Once you have checked the records that follow, state how many of their lines hold "paths", giving the number only.

(Collected data)
=== Begin Enclosure ===
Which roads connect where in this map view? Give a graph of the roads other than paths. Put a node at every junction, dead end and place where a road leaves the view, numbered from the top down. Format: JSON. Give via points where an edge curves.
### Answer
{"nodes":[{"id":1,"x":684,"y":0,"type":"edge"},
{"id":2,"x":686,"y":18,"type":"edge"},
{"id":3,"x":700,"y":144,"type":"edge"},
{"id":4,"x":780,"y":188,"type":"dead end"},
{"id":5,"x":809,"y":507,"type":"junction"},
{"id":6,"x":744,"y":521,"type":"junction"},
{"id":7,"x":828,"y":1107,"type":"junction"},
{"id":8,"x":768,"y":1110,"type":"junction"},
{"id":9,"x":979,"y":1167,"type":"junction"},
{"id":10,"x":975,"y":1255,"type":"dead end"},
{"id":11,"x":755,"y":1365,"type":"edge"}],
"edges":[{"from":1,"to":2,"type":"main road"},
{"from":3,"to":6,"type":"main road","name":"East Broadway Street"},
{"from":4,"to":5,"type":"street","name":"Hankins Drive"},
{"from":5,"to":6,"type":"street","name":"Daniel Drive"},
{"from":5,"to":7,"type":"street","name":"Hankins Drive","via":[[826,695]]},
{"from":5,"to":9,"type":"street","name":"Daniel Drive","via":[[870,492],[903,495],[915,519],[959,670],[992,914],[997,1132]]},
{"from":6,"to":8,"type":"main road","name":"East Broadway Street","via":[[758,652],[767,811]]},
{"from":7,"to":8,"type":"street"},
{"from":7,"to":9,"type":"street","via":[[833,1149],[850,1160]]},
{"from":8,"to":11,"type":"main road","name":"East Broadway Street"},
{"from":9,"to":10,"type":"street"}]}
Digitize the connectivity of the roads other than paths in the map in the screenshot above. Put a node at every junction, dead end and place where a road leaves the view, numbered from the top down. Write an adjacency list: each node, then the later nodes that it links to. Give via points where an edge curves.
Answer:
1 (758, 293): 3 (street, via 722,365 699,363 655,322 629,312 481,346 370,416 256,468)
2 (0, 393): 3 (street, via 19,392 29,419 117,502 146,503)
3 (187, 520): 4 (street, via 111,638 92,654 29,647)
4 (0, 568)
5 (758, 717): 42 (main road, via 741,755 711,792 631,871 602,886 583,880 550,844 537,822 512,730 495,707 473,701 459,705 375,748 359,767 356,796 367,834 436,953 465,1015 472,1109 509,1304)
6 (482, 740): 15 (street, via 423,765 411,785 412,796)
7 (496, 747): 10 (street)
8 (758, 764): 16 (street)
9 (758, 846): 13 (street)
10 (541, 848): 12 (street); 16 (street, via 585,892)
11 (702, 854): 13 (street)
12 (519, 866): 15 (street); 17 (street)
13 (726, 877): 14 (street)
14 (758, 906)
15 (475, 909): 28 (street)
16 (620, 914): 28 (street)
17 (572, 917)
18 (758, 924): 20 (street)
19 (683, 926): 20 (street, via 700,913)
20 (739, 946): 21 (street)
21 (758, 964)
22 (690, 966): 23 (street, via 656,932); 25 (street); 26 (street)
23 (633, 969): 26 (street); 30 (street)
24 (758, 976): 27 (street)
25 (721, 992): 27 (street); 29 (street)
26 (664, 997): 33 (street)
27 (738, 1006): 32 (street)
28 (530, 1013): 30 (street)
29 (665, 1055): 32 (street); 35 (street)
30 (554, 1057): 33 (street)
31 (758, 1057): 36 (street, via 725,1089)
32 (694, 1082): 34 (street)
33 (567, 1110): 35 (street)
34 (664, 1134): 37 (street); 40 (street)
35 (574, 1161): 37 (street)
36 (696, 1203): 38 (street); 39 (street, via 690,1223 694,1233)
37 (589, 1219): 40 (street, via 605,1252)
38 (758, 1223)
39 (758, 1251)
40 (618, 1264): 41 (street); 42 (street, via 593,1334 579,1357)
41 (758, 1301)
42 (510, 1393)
=== End Enclosure ===
(TASK RESPONSE)
2